The evidence to date: implications of l-ascorbic acid in the pathophysiology of aging

Ayami Sato 1,2,, Yoshitaka Kondo 1, Akihito Ishigami 1
PMCID: PMC11088021  PMID: 38730366

Abstract

L-Ascorbic acid, commonly known as vitamin C, has been used not only for disease prevention and in complementary and alternative medicine, but also for anti-aging purposes. However, the scientific evidence is not yet sufficient. Here, we review the physiological functions of vitamin C and its relationship with various pathological conditions, including our previous findings, and discuss the prospects of its application in healthy longevity. In summary, vitamin C levels are associated with lifespan in several animal models. Furthermore, clinical studies have shown that the blood vitamin C levels are lower in middle-aged and older adults than in younger adults. Lower blood vitamin C levels have also been observed in various pathological conditions such as chronic kidney disease and chronic obstructive pulmonary disease in the elderly. These observations suggest the implications of vitamin C in age-related pathological mechanisms owing to its physiological functions.

Keywords: L-ascorbic acid, Vitamin C, Vitamin C-deficient models, Lifespan, Age-related diseases

Background

Among the members of the vitamin family, l-ascorbic acid (vitamin C) is particularly well known to the public, and functional foods and supplements are widely available. Vitamin C is a water-soluble antioxidant that was discovered as an anti-scurvy factor. Therefore, long-term vitamin C deficiency can cause scurvy.

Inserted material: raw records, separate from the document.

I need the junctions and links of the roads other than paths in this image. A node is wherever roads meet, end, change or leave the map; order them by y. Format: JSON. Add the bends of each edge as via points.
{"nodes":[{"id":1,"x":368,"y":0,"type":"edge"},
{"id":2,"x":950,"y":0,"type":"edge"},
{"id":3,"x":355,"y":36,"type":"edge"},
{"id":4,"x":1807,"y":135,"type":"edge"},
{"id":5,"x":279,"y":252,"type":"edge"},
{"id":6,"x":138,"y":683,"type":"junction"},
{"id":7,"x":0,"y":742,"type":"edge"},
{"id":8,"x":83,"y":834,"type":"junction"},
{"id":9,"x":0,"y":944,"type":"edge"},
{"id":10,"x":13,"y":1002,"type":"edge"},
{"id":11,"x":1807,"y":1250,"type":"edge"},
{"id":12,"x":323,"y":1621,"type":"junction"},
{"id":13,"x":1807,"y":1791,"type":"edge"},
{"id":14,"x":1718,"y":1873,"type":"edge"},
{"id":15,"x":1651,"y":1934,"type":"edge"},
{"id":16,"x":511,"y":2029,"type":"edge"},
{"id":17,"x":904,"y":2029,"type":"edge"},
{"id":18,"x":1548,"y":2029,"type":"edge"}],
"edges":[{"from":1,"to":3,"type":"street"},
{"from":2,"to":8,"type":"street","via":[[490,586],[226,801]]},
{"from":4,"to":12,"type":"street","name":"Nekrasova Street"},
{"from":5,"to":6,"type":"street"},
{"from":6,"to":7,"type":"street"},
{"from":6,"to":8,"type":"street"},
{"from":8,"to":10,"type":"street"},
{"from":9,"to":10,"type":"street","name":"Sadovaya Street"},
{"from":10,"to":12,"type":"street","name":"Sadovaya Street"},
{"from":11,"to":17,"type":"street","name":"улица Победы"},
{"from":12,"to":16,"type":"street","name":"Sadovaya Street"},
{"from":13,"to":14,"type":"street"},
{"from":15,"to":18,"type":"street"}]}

The main symptoms of scurvy include gingival hemorrhage, arthralgia, impaired wound healing, perifollicular hemorrhage, and ecchymoses [1]. Blood vitamin C levels of healthy individuals are around 50 µM, and levels below 11 µM increase the risk of scurvy [2]. Under physiological pH conditions in aqueous solution, vitamin C most commonly exists in its monoanionic form, ascorbate. Dehydroascorbic acid (DHA), an oxidized form of ascorbate, is generated via redox reactions [3]. In contrast, in vivo, DHA is reduced to ascorbate by dehydroascorbate reductase. In this article, ascorbate is described as vitamin C and L-ascorbic acid.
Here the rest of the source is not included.